Work out how many lines of the entries have the word "nodes" in them. Respond with that number only.

■ ■ ■ ■ ■

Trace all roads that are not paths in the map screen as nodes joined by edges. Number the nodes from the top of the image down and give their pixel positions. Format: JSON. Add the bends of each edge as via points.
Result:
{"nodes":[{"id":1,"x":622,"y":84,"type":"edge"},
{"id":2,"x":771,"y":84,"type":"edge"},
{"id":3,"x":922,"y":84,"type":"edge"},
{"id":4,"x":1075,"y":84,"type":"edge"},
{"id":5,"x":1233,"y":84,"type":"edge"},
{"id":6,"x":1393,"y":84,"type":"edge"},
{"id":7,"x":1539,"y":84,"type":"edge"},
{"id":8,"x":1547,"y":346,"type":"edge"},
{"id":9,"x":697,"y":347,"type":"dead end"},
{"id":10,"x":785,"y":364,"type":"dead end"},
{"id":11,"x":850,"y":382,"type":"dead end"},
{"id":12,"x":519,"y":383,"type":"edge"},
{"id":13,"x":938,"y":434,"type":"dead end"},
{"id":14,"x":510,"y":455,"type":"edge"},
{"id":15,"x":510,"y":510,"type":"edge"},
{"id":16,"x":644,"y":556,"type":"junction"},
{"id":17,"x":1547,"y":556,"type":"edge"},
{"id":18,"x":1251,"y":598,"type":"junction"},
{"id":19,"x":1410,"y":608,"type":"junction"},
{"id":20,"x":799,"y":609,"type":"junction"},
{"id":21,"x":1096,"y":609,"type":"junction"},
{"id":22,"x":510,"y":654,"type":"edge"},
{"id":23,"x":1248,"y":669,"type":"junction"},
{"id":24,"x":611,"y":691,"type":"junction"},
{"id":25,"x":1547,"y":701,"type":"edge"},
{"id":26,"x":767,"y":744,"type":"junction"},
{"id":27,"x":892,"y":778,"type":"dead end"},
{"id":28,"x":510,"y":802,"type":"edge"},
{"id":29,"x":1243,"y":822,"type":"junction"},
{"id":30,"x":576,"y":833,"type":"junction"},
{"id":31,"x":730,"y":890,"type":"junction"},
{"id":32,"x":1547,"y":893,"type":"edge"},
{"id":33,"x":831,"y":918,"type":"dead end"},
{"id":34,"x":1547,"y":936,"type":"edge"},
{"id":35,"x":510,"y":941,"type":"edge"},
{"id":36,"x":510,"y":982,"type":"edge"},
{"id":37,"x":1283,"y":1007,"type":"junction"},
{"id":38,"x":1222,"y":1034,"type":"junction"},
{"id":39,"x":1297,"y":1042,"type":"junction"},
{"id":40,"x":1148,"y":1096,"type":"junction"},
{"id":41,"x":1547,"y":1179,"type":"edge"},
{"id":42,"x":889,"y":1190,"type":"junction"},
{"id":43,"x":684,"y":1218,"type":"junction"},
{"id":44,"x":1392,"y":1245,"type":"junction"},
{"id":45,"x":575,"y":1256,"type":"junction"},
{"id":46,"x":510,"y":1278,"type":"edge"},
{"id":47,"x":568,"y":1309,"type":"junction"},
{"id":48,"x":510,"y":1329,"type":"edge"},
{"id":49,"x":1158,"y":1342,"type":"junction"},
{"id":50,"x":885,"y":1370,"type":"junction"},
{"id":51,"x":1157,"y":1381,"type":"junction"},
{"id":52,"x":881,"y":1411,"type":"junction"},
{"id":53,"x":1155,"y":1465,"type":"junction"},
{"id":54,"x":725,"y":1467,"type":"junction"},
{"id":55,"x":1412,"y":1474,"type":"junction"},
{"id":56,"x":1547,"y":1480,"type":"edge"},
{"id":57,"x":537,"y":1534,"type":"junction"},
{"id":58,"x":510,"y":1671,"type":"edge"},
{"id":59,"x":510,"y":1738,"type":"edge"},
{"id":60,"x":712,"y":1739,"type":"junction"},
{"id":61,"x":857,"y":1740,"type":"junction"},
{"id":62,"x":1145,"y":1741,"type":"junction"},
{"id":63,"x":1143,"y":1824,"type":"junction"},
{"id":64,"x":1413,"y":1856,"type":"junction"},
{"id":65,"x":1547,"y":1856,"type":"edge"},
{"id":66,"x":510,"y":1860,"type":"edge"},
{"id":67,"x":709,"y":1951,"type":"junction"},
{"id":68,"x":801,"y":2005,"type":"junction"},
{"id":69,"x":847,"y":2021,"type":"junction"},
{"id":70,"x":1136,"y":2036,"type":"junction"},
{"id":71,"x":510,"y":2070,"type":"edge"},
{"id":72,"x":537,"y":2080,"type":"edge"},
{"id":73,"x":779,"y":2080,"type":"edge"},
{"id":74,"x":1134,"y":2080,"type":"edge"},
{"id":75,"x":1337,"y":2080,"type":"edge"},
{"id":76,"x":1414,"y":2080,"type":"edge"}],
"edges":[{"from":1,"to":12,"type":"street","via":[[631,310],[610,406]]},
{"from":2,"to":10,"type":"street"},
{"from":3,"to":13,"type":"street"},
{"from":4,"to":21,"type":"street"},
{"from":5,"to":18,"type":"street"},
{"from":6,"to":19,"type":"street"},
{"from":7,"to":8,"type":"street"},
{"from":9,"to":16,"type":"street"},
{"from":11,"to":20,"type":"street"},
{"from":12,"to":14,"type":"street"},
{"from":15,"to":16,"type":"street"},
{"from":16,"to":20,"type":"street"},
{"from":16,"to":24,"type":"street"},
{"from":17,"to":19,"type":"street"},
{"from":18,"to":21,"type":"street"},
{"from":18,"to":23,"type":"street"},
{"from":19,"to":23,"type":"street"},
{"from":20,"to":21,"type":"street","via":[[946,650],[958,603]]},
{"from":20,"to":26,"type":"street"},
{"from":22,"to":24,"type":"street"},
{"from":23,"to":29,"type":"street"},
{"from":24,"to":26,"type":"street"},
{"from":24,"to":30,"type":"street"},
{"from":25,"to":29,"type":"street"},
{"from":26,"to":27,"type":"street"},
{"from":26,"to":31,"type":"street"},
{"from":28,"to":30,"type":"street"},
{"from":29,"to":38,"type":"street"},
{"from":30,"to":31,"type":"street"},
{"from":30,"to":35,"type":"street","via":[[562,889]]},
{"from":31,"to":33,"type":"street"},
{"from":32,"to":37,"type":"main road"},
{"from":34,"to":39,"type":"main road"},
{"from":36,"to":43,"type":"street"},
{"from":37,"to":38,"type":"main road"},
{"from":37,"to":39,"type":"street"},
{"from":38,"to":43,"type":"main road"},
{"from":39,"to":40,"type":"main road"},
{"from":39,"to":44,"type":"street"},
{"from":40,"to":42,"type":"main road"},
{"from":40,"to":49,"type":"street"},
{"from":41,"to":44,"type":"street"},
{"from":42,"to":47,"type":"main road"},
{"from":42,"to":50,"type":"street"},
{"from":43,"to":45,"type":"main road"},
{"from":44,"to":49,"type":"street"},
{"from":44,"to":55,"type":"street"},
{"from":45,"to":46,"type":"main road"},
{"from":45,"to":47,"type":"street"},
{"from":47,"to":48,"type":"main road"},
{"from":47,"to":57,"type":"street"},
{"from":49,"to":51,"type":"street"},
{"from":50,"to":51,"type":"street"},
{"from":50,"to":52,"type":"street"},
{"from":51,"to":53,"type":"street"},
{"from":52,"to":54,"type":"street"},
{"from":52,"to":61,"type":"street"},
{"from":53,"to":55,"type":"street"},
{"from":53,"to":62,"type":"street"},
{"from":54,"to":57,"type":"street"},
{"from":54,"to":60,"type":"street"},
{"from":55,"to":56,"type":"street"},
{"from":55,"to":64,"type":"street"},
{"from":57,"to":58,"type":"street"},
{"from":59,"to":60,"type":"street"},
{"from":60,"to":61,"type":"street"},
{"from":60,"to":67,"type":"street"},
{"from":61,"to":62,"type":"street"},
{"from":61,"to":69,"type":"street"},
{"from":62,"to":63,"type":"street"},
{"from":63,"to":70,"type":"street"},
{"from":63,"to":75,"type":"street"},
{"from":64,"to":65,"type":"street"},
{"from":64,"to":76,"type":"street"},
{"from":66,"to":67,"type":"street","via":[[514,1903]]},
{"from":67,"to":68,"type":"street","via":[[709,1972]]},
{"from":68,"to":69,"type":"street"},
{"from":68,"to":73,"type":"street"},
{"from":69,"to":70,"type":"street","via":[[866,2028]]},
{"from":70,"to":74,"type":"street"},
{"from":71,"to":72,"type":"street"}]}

■ ■ ■ ■ ■

#### [EXERCISE RESPONSE]
2